What's the best favicon format in 2026?

SVG is the best primary format because it's vector-based, scales to any size, and has tiny file sizes. However, you should still provide PNG and ICO fallbacks for older browsers and specific platform requirements. The ideal setup is: SVG as the primary icon (referenced with rel="icon" type="image/svg+xml"), PNG at 16×16 and 32×32 as fallbacks, and a multi-size ICO for legacy support.

Why isn't my favicon showing up?

The most common cause is browser caching. Browsers cache favicons aggressively — sometimes for weeks. Try clearing your cache, opening in an incognito window, or appending a version parameter to the URL (e.g., /favicon.ico?v=2). Other common issues include: incorrect file paths in your HTML, missing <link> tags, incorrect MIME type, or the server not serving the file with the right headers.

Can I use a JPEG as a favicon?

Technically, some browsers will display a JPEG if you reference it, but it's not recommended. JPEG doesn't support transparency, which means your icon will always have a solid background. This looks particularly bad on browser tabs with different theme colors. Use PNG or SVG instead — both support transparency and are universally supported for favicons.

Do I need a favicon.ico if I have an SVG?

For modern browsers, no — they'll use the SVG. But for legacy support (older browsers, email clients, RSS readers, and some third-party applications), an ICO file is still valuable. Since it only takes a few seconds to generate one, it's worth including as a fallback. The cost is negligible, and the compatibility benefit is real.

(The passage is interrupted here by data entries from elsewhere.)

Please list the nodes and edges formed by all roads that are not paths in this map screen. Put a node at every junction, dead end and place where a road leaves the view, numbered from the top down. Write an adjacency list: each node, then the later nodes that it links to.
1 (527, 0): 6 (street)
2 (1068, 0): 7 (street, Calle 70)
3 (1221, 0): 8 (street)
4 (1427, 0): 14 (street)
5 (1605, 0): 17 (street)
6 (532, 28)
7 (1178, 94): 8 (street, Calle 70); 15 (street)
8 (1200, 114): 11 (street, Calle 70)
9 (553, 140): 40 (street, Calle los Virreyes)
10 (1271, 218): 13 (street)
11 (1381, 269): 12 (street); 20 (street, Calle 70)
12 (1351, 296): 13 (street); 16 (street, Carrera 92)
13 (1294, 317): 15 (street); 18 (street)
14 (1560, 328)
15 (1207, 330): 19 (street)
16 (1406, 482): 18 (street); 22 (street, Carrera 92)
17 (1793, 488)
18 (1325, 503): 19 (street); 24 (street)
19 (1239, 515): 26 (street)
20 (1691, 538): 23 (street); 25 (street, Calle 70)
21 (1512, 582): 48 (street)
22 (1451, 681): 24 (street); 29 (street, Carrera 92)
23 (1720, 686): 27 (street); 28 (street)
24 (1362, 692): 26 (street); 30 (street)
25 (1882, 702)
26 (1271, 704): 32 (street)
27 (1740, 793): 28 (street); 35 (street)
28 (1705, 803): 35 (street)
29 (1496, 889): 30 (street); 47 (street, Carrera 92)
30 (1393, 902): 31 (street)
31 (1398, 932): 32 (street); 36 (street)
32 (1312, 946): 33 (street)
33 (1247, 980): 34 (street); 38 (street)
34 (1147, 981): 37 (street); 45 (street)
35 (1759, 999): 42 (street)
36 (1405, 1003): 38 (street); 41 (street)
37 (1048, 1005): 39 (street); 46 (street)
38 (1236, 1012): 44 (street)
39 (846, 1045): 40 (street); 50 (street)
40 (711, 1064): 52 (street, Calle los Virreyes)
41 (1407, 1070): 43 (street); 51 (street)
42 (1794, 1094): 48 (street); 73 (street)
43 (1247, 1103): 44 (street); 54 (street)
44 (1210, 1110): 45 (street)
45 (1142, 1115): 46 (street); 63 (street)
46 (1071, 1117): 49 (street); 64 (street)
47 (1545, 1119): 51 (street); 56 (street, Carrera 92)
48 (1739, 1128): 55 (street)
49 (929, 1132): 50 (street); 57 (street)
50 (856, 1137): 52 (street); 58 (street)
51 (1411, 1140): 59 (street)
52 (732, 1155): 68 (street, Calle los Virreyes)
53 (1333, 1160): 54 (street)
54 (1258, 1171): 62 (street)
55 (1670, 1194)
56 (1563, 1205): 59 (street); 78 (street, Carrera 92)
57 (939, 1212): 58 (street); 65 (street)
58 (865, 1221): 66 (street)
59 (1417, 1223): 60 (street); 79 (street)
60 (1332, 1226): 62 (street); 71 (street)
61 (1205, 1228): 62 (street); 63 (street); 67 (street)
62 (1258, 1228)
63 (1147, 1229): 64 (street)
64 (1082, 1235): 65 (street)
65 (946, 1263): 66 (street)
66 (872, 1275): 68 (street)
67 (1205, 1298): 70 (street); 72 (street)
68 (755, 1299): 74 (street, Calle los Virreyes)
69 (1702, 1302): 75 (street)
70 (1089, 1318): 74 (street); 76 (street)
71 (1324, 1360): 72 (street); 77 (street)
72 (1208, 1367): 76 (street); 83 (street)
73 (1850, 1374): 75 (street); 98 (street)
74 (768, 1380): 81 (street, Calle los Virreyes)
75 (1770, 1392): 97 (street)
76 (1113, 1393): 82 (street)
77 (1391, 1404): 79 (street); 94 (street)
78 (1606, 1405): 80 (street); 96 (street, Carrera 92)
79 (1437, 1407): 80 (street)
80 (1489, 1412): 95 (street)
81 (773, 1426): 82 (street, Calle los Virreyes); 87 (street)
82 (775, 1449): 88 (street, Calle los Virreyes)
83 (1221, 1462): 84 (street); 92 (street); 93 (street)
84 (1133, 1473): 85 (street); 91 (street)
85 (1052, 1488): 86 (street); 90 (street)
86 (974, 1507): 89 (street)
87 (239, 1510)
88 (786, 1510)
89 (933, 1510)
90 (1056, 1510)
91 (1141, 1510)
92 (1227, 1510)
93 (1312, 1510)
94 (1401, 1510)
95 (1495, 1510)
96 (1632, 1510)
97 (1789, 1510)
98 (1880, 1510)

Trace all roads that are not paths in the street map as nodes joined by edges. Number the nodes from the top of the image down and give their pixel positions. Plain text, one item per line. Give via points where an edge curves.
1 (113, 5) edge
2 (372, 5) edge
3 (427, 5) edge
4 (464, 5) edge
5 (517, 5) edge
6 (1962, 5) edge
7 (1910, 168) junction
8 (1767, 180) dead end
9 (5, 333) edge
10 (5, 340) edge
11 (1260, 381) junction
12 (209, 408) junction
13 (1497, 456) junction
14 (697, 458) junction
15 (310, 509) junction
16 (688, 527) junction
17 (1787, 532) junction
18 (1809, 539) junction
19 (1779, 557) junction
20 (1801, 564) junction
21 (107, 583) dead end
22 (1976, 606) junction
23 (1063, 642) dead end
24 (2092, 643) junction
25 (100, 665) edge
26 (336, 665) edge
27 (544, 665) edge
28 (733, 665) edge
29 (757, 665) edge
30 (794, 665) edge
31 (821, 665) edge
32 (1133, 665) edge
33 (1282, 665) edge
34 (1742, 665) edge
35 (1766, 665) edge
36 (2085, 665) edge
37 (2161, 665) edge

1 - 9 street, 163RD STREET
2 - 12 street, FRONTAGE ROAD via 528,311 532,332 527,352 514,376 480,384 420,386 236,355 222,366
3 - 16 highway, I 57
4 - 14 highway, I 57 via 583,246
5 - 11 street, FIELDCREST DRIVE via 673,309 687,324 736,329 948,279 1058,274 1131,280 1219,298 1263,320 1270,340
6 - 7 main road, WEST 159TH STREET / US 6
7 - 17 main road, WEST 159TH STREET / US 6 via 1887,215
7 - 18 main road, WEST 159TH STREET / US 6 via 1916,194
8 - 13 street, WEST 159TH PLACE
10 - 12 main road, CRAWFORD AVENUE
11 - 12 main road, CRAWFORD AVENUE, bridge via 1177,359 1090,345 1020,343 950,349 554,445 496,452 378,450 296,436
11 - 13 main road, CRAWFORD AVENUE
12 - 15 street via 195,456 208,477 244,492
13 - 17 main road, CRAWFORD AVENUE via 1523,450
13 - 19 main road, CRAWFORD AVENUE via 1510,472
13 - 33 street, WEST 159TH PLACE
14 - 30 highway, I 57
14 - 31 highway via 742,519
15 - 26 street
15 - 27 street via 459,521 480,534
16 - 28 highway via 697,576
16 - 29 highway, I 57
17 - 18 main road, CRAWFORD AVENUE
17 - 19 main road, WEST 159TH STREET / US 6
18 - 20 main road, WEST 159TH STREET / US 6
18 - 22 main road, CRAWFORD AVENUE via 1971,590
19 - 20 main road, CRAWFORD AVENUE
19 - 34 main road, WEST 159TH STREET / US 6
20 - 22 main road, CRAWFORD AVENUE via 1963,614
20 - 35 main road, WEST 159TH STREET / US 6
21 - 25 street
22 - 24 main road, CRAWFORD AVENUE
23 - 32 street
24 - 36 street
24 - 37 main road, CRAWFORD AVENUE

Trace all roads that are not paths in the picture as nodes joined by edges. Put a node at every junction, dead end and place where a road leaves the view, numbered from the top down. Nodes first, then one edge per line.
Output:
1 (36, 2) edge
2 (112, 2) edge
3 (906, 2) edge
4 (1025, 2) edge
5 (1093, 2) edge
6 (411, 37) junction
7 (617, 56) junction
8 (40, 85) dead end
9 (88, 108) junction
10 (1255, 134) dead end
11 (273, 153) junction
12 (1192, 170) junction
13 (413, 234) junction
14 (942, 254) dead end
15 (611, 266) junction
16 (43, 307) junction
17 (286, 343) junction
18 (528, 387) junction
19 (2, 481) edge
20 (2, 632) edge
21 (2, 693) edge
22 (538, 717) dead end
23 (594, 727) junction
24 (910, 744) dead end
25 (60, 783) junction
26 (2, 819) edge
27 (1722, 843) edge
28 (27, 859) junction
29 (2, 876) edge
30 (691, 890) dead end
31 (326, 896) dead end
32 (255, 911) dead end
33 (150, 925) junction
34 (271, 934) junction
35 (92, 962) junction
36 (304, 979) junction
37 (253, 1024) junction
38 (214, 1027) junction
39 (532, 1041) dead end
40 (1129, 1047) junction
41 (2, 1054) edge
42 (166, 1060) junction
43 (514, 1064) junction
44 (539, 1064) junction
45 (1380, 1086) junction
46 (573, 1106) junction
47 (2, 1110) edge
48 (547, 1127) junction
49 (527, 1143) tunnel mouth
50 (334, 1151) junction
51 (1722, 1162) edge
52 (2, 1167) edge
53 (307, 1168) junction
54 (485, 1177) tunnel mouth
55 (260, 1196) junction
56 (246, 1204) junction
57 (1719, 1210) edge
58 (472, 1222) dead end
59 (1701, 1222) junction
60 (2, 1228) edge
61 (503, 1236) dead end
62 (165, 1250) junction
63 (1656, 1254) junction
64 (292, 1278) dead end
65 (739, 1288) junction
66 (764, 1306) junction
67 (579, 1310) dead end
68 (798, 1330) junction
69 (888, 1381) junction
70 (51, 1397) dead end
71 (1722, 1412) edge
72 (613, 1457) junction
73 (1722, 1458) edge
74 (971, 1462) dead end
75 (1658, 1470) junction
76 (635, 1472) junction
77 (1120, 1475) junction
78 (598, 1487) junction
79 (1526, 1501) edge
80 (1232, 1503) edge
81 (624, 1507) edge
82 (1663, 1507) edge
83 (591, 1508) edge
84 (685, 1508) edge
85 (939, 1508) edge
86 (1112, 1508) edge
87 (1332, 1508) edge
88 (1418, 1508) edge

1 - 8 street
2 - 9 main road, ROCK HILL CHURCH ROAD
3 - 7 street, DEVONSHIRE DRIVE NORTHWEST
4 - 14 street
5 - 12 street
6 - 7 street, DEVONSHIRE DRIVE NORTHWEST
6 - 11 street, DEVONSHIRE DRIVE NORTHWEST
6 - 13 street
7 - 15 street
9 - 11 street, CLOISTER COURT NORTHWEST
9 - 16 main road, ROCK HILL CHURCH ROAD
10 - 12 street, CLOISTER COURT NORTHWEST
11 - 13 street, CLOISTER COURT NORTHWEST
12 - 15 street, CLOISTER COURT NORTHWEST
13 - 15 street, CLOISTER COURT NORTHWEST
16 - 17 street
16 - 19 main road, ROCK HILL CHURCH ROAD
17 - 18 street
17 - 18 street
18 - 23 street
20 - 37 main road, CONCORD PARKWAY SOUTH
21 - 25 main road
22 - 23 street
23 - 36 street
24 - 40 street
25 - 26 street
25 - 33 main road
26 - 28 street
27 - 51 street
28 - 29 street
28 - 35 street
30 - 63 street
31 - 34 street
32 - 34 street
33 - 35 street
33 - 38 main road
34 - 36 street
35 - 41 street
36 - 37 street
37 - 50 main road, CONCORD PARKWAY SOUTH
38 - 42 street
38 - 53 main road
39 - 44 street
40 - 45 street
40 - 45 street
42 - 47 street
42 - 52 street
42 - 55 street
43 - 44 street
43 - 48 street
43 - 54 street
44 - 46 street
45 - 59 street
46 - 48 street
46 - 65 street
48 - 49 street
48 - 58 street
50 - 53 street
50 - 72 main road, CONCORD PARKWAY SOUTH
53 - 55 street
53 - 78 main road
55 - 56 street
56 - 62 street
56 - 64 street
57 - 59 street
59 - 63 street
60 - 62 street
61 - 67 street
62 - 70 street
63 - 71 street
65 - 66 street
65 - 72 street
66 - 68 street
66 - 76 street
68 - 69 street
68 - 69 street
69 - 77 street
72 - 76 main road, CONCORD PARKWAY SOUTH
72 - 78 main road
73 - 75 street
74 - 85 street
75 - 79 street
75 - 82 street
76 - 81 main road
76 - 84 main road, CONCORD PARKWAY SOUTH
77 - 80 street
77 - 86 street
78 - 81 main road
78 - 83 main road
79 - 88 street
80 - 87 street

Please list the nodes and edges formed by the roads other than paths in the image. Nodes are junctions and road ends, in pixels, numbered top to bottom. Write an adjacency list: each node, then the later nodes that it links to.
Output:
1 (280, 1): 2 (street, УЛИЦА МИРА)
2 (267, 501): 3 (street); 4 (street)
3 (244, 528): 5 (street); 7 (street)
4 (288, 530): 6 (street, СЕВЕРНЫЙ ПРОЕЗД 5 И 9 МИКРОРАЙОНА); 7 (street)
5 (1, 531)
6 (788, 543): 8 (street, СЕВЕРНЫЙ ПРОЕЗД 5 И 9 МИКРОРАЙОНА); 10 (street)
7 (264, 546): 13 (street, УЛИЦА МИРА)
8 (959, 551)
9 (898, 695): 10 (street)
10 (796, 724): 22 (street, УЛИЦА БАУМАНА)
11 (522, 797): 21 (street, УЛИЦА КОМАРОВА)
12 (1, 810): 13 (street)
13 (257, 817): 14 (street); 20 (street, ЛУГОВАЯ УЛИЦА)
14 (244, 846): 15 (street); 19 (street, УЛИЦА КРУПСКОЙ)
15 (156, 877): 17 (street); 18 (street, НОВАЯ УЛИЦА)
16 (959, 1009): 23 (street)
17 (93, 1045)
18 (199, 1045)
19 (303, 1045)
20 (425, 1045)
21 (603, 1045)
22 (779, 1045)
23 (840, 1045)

How do I change my favicon without cache issues?

Add a version query string to your favicon URL. For example, change /favicon.ico to /favicon.ico?v=2 (or use a hash based on the file content). This tricks the browser into treating it as a new resource. Some content management systems and build tools handle this automatically through cache-busting strategies. You can also use the Cache-Control HTTP header to control how long browsers cache your favicon files.

What size should my favicon be for best quality?

Design your source image at 512×512 pixels minimum. Export to all the specific sizes needed: 16×16, 32×32, 48×48 (for ICO), 180×180 (Apple Touch Icon), 192×192 and 512×512 (Android). If you're using SVG as your primary format, the browser handles scaling automatically, so you only need the one SVG file plus your fallback PNGs.